Dr. Sem Borst 2017 ACM SIGMETRICS Achievement Award
ACM SIGMETRICS is pleased to announce the selection of Dr. Sem Borst of Nokia Bell Labs and
the Eindhoven University of Technology as the recipient of the 2017 ACM SIGMETRICS
Achievement Award in recognition of his sustained fundamental contributions to the theory
and applications of performance analysis. Dr. Borst is Full Professor of Stochastic Operations
Research (part-time) at the Eindhoven University of Technology, which position he has held
since 1998. At Nokia Bell Labs, he is a Member of Technical Staff (part-time), which position
he has held since 1996. He received the M.Sc. degree in Applied Mathematics from the
University of Twente, and the Ph.D. degree from the University of Tilburg in the Netherlands
in 1994. In the following year he was a visiting scholar at the Statistical Laboratory of the
University of Cambridge, England, and the Mathematics of Networks and Systems Research
Department of Bell Laboratories in Murray Hill, NJ. His research interests are in stochastic and
queuing systems, applied probability, performance analysis and resource allocation in
large-scale communication networks. He developed theoretical methods for analyzing queuing
systems in which the workload has heavy-tailed characteristics. He was among the first to
address the role of scheduling in mitigating the effects of long-range dependent and self-
similar traffic. His work has provided new insights on the possible instability of well-known
scheduling algorithms in networks. In the domain of communication networks, his work has
impacted wireless networks of several generations, call centers, packet data switches,
medium-access control, and content delivery networks.

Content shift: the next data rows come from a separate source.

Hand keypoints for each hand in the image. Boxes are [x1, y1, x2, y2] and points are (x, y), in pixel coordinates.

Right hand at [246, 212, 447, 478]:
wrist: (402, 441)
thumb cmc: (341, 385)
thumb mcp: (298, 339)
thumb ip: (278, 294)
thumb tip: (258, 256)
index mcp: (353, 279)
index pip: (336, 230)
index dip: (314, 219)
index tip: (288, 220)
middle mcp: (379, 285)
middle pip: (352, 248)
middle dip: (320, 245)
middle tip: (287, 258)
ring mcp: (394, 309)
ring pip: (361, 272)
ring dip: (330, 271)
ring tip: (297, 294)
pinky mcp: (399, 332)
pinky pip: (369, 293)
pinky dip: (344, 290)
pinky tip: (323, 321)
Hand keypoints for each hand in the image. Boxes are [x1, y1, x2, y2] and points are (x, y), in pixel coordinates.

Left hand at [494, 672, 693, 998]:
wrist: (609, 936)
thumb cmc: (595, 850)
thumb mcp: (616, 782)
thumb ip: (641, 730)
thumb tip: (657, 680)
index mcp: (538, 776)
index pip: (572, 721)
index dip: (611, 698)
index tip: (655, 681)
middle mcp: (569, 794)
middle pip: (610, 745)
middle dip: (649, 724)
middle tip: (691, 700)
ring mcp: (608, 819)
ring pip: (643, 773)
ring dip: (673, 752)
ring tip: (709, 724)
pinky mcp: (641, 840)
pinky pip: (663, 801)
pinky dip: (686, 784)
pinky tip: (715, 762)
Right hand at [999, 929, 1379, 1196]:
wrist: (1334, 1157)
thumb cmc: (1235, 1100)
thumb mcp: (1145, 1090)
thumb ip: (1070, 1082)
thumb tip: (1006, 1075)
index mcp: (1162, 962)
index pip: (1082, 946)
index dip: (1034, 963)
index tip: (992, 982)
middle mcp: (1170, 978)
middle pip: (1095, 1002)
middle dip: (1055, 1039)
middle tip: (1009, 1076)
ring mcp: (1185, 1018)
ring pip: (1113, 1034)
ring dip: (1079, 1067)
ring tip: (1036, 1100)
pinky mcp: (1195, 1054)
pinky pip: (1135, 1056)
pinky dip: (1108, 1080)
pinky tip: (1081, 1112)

His contributions are distinguished by the substantial extent to which the fundamental and
applied components have each benefitted from his deep involvement in the other. He has
repeatedly shown the ability to participate in the design of new systems, listen to engineers,
create an abstraction amenable to analysis and return with sophisticated analytic tools to aid
the design. He is co-inventor in 28 patents. In the educational field, he has mentored several
researchers, who have gone on to become faculty members in universities in the USA and the
Netherlands. He has numerous awards, which include the Best Paper award from the 1992
ACM SIGMETRICS-Performance conference, INFOCOM 2003, the 2001 Yossef Levy Prize of the
Operations Research Society of Israel, and the 2005 Van Dantzig prize.